### Exercise aim
Go through the entries and tally the lines containing the word "реки". Only the total is wanted.

Dataset records Start Marker

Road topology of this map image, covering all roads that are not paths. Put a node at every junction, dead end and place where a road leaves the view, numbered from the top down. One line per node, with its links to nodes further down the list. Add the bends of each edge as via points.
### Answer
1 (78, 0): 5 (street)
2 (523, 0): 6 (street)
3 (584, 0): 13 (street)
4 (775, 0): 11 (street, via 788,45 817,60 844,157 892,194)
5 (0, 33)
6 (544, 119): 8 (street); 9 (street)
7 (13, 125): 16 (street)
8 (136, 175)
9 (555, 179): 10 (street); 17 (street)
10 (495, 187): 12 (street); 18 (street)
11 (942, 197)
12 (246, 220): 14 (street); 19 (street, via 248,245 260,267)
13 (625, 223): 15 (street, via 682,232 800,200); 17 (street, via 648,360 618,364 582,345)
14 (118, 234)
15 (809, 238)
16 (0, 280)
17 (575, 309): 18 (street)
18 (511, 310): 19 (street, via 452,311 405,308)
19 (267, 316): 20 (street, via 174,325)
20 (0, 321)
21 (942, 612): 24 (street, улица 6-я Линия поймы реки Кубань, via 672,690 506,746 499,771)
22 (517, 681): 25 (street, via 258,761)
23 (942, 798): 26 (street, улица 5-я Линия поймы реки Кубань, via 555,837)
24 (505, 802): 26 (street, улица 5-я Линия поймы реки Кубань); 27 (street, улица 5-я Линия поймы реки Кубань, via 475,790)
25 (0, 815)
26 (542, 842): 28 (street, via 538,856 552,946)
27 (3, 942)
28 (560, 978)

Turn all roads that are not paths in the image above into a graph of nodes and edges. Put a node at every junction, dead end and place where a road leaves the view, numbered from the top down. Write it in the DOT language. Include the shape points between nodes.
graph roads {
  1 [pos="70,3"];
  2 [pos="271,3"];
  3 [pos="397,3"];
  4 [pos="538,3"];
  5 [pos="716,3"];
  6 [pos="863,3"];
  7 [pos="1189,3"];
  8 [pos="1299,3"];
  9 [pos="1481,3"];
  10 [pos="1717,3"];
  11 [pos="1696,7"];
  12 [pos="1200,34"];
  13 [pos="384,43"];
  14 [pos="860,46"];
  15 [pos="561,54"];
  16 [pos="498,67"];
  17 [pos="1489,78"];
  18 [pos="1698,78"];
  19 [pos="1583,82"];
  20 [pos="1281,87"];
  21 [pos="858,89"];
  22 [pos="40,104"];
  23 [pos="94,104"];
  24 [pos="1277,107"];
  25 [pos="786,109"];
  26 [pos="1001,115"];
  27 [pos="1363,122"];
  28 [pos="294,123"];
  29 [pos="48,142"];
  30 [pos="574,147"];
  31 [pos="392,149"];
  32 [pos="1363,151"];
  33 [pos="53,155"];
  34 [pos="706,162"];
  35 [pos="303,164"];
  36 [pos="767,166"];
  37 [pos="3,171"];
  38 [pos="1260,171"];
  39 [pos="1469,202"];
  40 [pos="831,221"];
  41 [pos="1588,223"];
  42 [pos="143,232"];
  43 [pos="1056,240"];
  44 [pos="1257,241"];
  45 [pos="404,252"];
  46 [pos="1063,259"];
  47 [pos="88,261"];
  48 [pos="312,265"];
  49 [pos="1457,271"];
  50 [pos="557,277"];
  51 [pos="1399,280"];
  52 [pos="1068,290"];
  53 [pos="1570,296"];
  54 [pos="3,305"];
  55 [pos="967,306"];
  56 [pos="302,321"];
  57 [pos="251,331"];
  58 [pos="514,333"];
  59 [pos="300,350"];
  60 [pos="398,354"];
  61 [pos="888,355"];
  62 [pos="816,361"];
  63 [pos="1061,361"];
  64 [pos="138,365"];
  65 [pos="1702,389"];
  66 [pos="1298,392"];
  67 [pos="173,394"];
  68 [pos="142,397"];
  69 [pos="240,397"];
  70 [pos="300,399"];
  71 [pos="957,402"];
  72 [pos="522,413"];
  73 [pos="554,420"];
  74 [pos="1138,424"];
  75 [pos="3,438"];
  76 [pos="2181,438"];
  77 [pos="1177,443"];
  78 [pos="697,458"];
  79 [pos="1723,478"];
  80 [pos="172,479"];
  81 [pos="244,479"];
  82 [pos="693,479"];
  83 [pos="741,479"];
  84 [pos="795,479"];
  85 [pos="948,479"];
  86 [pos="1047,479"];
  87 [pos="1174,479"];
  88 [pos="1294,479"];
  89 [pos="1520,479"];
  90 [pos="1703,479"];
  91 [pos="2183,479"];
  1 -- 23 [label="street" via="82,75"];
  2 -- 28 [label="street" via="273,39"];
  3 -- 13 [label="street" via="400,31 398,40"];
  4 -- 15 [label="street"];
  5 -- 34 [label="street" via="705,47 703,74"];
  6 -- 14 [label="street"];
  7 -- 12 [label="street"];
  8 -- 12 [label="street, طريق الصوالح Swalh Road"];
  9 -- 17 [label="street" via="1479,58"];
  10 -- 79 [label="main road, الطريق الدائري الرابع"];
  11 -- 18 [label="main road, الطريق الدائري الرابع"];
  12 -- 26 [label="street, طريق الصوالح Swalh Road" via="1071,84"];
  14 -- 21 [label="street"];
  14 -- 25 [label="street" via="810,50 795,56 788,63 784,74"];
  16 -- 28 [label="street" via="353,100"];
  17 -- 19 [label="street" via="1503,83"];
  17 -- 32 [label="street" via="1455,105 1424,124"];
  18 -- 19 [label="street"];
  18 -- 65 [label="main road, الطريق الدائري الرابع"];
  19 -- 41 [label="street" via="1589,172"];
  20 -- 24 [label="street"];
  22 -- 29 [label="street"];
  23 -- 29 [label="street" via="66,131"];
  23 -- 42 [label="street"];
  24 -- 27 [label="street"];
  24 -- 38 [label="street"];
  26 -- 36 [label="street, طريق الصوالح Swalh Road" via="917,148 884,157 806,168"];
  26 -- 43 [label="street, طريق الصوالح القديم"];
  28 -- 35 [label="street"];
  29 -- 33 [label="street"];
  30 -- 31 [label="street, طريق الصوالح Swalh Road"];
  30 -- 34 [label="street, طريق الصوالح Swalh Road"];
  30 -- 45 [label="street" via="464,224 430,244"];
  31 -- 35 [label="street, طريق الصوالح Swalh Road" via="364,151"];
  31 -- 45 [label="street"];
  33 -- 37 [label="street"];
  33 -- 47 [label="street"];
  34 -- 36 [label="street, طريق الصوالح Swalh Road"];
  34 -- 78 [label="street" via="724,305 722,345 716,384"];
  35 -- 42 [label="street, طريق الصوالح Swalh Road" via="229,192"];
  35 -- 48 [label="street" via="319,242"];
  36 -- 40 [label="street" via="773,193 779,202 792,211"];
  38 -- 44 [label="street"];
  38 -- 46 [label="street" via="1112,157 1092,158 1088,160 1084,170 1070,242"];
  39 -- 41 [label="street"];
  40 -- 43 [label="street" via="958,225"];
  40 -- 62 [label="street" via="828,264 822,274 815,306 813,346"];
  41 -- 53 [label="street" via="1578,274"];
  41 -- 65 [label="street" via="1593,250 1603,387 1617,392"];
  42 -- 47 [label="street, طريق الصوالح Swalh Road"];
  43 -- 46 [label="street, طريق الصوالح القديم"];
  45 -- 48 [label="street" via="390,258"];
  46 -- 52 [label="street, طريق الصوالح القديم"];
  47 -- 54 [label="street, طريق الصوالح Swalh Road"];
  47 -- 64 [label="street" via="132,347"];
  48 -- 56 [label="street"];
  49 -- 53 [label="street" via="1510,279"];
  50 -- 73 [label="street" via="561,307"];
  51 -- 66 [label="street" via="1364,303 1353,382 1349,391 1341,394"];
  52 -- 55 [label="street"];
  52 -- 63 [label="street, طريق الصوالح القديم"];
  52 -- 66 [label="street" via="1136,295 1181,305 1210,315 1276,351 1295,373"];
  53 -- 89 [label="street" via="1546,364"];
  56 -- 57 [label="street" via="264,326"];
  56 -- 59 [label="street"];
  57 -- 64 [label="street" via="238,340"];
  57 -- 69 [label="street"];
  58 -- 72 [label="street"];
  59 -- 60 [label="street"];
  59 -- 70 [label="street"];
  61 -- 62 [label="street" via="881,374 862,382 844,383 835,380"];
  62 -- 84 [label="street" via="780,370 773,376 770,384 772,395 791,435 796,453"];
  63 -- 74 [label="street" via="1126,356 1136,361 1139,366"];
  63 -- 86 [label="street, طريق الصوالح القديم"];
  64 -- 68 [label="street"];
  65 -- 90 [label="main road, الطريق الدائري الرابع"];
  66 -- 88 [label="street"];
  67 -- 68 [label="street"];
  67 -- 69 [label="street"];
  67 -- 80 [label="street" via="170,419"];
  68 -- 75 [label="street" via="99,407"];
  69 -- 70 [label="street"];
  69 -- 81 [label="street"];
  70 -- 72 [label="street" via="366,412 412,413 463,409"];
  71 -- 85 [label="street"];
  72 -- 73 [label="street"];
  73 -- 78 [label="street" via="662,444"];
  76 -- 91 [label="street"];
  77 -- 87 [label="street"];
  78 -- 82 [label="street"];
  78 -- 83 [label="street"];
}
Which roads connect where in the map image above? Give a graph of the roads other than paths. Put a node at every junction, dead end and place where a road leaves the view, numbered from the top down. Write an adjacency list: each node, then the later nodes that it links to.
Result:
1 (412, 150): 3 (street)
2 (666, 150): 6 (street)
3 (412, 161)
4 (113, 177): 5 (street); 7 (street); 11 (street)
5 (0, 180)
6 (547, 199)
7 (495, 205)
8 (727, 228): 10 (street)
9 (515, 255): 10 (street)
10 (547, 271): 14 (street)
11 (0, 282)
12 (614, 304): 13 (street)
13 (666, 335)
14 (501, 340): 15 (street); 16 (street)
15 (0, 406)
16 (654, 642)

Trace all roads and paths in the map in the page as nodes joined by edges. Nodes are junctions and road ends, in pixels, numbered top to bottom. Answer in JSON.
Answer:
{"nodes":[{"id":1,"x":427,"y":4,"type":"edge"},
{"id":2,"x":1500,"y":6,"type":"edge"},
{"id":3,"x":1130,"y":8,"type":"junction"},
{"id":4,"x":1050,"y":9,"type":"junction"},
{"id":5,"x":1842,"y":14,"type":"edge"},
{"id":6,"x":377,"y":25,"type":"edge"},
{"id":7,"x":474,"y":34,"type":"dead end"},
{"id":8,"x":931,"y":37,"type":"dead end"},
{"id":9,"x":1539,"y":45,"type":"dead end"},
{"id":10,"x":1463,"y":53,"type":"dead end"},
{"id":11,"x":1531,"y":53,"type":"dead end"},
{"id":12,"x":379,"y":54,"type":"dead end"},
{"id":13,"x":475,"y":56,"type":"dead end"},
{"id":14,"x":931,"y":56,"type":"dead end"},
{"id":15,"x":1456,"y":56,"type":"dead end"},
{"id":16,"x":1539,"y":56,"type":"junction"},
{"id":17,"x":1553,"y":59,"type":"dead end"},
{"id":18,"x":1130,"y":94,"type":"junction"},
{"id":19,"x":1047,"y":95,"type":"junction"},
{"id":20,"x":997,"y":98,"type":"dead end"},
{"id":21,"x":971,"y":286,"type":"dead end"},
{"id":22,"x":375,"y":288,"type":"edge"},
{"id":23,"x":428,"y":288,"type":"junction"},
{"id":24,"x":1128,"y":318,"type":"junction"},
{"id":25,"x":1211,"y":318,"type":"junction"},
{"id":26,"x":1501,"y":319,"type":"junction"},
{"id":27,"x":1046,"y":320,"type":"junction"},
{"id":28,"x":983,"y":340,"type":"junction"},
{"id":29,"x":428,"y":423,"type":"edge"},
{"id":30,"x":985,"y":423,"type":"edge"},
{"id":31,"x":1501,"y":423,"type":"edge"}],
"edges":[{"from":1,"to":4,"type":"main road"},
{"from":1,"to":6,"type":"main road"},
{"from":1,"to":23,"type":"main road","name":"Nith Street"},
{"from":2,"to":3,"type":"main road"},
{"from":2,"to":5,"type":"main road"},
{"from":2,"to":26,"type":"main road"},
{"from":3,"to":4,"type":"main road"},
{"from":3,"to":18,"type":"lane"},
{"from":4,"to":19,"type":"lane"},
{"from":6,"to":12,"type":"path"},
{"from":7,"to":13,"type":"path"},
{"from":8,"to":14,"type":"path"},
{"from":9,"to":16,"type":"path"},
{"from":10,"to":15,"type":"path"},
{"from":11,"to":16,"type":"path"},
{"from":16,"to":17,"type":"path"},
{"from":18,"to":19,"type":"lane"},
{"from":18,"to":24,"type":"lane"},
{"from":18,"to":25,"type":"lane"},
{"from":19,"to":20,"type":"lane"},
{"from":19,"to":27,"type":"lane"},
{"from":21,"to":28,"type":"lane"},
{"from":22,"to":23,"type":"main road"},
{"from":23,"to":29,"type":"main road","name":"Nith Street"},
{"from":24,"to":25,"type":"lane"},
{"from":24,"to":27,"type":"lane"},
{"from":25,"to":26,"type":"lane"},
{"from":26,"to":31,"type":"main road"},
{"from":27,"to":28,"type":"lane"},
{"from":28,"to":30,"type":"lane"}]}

Dataset records End Marker

### Output for this exercise
3